┌─ Source material

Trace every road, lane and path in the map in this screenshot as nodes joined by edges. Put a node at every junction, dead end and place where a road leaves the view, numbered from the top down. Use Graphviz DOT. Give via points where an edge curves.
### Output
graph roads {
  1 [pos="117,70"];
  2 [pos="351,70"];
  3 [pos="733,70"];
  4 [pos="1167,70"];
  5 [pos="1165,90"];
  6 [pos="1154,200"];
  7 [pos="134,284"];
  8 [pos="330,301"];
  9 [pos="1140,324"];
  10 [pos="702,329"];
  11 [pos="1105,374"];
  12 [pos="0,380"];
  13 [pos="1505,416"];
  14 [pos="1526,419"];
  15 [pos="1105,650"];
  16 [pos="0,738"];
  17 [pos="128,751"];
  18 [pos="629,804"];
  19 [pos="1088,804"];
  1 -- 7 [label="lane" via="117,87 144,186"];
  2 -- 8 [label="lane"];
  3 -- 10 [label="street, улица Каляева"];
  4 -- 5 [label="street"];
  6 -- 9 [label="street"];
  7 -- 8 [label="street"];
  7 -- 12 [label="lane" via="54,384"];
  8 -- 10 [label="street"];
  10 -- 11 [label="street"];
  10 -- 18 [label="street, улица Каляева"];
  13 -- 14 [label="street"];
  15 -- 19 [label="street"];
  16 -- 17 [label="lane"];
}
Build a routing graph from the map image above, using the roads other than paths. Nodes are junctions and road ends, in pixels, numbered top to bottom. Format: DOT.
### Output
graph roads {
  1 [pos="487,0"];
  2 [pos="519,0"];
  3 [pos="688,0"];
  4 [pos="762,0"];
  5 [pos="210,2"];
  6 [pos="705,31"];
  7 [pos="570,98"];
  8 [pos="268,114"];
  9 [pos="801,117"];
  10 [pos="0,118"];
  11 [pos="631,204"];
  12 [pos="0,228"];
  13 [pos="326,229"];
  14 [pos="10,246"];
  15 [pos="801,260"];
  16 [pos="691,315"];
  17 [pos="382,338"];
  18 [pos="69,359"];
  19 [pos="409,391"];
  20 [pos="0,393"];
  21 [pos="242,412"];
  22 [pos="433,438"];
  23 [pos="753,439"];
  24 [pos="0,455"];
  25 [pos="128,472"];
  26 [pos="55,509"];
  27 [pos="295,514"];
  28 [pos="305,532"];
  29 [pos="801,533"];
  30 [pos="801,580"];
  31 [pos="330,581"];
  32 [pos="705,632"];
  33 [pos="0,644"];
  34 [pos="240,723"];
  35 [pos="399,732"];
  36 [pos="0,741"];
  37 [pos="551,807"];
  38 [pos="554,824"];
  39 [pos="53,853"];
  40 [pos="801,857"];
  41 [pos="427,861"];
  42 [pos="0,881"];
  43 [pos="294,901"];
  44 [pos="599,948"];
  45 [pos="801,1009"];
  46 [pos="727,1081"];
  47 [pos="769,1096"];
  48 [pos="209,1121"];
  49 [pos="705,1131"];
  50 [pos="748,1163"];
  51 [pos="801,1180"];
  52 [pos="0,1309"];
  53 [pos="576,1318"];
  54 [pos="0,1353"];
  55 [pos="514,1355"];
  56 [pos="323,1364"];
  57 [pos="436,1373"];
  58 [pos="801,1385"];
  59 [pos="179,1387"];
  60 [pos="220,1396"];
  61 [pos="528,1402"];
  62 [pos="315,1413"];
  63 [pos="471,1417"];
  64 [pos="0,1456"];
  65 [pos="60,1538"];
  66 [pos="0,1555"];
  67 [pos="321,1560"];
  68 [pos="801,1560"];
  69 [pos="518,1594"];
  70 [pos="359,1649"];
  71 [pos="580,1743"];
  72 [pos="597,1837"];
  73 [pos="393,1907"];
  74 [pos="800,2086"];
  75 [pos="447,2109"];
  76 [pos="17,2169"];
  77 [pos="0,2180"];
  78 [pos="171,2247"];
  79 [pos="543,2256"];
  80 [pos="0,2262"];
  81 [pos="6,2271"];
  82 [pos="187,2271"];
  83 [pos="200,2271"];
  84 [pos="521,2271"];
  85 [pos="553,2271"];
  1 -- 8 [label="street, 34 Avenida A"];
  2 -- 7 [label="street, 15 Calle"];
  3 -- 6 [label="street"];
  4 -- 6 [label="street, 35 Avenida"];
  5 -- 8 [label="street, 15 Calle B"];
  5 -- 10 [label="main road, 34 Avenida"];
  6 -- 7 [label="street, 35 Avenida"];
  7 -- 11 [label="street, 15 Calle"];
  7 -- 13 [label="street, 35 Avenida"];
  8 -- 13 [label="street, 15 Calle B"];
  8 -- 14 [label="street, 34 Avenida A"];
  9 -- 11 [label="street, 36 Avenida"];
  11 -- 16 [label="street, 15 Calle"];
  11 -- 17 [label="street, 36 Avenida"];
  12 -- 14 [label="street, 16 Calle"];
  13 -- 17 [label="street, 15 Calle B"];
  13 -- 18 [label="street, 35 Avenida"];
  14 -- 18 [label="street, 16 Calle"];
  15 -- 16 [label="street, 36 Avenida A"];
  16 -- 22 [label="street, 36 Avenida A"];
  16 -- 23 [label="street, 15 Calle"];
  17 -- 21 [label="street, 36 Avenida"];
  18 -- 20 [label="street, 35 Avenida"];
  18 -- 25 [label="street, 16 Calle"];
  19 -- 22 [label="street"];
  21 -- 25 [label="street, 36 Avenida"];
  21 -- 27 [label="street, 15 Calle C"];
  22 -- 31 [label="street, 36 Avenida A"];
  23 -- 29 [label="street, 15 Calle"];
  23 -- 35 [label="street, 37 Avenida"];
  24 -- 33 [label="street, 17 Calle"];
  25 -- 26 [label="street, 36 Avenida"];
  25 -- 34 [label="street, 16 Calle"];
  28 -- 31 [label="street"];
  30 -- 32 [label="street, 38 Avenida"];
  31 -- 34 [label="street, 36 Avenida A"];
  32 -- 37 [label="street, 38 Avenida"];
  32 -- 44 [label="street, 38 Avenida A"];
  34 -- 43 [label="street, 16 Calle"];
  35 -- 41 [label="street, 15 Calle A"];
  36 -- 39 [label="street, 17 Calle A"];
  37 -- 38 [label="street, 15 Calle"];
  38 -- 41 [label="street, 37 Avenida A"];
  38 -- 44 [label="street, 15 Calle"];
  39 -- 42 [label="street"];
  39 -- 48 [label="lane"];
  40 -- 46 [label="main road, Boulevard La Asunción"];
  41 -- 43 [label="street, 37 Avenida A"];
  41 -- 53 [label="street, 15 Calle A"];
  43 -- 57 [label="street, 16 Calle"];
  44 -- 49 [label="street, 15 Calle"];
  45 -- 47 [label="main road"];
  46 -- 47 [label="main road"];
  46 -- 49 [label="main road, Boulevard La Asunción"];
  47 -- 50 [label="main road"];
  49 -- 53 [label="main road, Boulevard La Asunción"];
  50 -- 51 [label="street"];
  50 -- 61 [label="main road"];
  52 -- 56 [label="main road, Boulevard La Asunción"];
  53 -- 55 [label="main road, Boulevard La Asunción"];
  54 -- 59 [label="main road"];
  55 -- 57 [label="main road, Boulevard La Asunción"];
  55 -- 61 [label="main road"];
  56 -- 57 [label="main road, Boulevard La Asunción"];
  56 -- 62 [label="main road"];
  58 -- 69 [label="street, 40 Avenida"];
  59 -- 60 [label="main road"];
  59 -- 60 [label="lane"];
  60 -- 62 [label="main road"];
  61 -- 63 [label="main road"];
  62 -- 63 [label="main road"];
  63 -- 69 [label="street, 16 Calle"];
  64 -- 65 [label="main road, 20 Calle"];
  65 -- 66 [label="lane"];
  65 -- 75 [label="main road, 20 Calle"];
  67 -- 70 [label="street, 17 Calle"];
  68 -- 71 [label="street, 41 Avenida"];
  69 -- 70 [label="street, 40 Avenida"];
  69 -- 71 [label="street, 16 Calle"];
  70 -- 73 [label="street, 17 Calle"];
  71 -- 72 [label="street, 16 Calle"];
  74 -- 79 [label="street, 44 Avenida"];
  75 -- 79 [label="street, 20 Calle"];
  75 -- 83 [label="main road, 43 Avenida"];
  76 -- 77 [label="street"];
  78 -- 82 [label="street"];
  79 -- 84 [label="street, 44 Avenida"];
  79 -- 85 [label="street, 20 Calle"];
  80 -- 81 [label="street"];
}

└─

▶ [What to produce] Show every line of the data in which the word "numbered" appears.

▶ [Answer to the problem]
Trace every road, lane and path in the map in this screenshot as nodes joined by edges. Put a node at every junction, dead end and place where a road leaves the view, numbered from the top down. Use Graphviz DOT. Give via points where an edge curves.
Build a routing graph from the map image above, using the roads other than paths. Nodes are junctions and road ends, in pixels, numbered top to bottom. Format: DOT.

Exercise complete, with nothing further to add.